The BIGMIG service objective is to alleviate forced migration through intelligent use of space based big data. The service will provide tools capable of aiding in both migration prevention and management, and expand in scope to meet the needs of new users as they arise.
Users and their needs
Services are targeted at Non-Governmental Organisations (NGOs), and other international aid and development organisations.
Two use cases - agriculture in Northern Mozambique and detection of damage to road networks, buildings and agriculture in the aftermath of a natural disaster in Southern Mozambique– are addressed in the project.
A sample of the needs identified by the target users include:
Use Case 1:
- Analyse natural resources along migration routes, namely: crop extend and evolution.
- Monitor (abnormally low) crop production as an indicator of forced migrations.
- Improve agricultural production.
- Retrieve natural resources scarcity indicators for the early warning of humanitarian crisis.
- Develop new technological packages suitable for the Mozambican socio-demographic and geo-ecological conditions that will allow a sustainable agricultural production allowing an adequate food and income production.
Use Case 2:
- The size (extension) and level (of depth) of washed away land and the disruption of soil.
- Receding waters after cyclones/ calculation of volumes of soils to be replaced.
- The roads/ bridges damaged/ destroyed in the aftermath of each case;
- Analysis of houses, schools and other facilities for common use damaged during the various crisis.
- Damage to agriculture after catastrophic events.
- Reference map of infrastructures: linear, buildings, etc.
- Easy and quicker access to the geo-information products.
Northern and Southern Mozambique.
Service/ system concept
Two use cases have been selected for the BIGMIG demo phase:
Use Case 1 – Improving farming efficiency in Northern Mozambique and support to the overall community’s resilience to forced mitigation (anchor customer: Ayunda en Acciòn). The products include a Land Use Land Cover map and a crop type map.

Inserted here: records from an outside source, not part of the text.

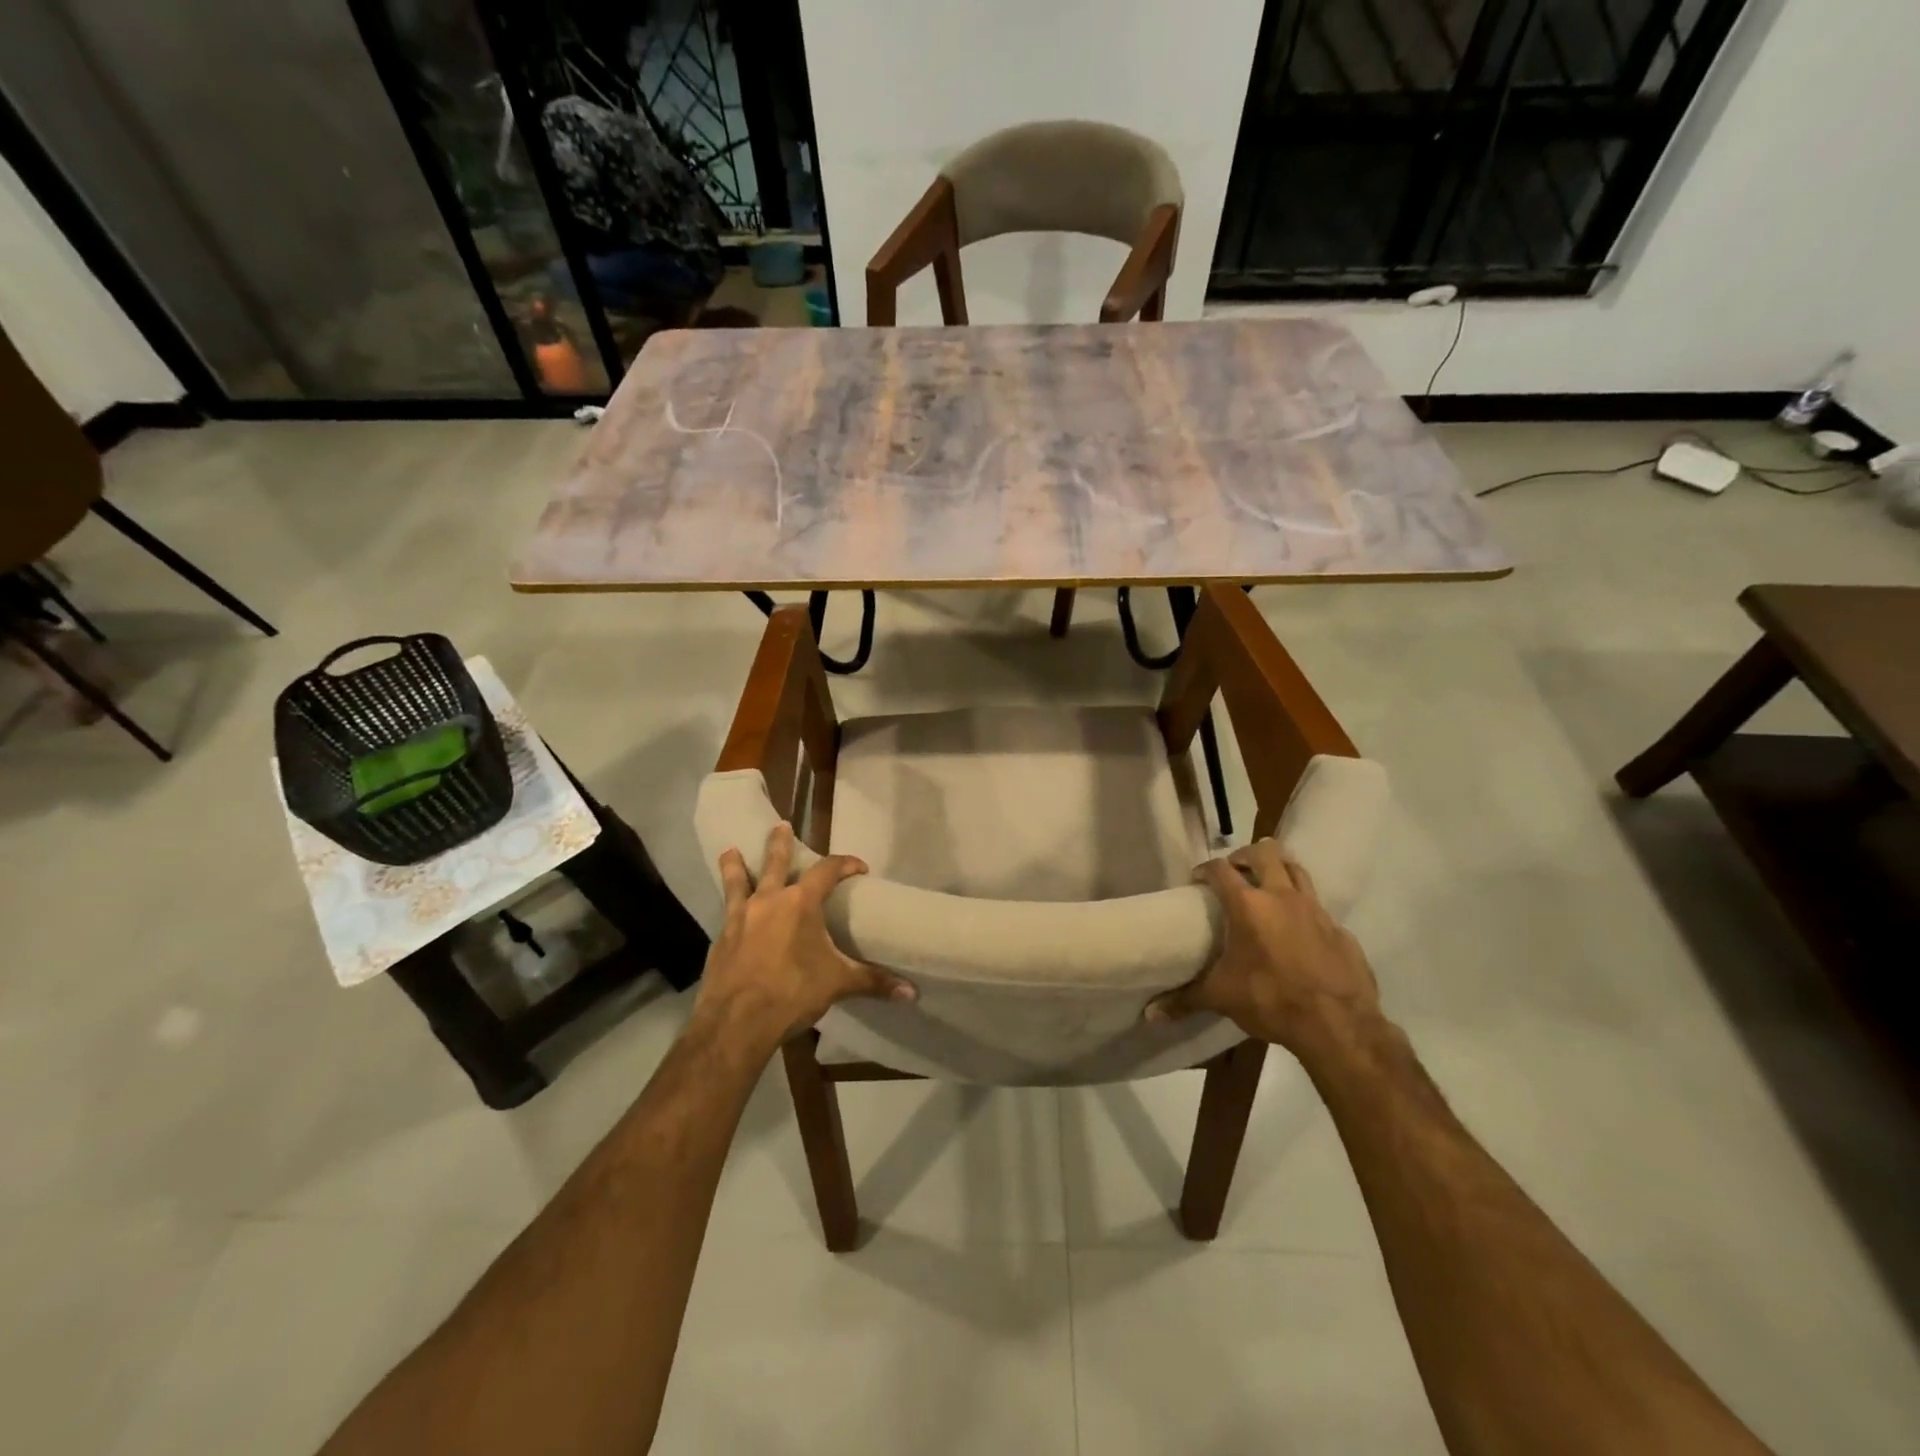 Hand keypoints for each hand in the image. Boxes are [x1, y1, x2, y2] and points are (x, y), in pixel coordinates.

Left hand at [693, 822, 914, 1052]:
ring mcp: (740, 918)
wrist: (737, 1021)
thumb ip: (873, 982)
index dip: (845, 864)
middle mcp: (768, 901)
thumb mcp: (838, 984)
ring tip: (730, 851)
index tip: (859, 867)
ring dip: (735, 865)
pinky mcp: (721, 939)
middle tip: (779, 826)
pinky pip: (726, 913)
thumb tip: (912, 992)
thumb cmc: (793, 993)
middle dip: (779, 843)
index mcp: (800, 903)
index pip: (827, 870)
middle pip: (774, 862)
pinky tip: (730, 913)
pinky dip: (730, 906)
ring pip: (737, 881)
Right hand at [1146, 838, 1379, 1055]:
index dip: (1206, 869)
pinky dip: (1304, 910)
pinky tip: (1299, 932)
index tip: (1198, 881)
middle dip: (1246, 856)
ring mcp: (1315, 910)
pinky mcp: (1340, 930)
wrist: (1338, 1026)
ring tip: (1268, 887)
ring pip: (1297, 869)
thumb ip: (1185, 999)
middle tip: (1236, 872)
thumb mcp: (1221, 998)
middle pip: (1265, 852)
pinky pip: (1319, 907)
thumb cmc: (1271, 1000)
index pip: (1220, 869)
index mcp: (1248, 905)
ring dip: (1279, 871)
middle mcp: (1282, 896)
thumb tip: (1150, 1014)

Use Case 2 – Support Helpcode in planning an improving efficiency of aid delivery in Southern Mozambique in the aftermath of cyloneIdai by using satellite imagery (anchor customer: Helpcode). The products include building damage layer, infrastructure damage layer and crop damage map.
BIGMIG combines remote sensing expertise with state of the art deep learning methods to generate valuable data products from raw EO data. The data products are available to visualise on a customizable web portal by the users.
Space Added Value
Space assets considered in the project are:
- Optical satellite imagery (Sentinel-2 time-series).
- Very High Resolution (VHR) optical imagery.
- GNSS (e.g. GPS).
Satellite imagery is used to extract information related to landcover (including cropland extent and expansion) and most importantly crop type. The EO data is combined with ground data spanning several years to enable classification of several crop types. VHR satellite imagery is well suited to identify damaged buildings and infrastructure in Southern Mozambique.
The satellite data is complemented in one case by extensive ground data to train machine learning algorithms to map crop type. Whilst, geo-intelligence data related to the location of damaged infrastructure is provided to provide to verify the damage on the ground.
The BIGMIG DEMO represents a successful continuation from a feasibility study concluded in 2018. The 18 month project started in January 2019. GMV have worked closely with two end users to gather their needs, then translate these needs into requirements followed by geo-information products, then mapped onto system requirements and finally performed a design of the system and service architecture. The result is a system focused around two distinct demo cases, namely: generation of a Land Use Land Cover Map (LULC) based on a Sentinel-2 mosaic for 2016 for Northern Mozambique, and monitoring the aftermath of cyclone Idai in Gorongosa District (Mozambique) with focus on infrastructure, building and crop damage. The team mapped crop damage in Gorongosa and produced building and road network damage maps for Nhamantanda.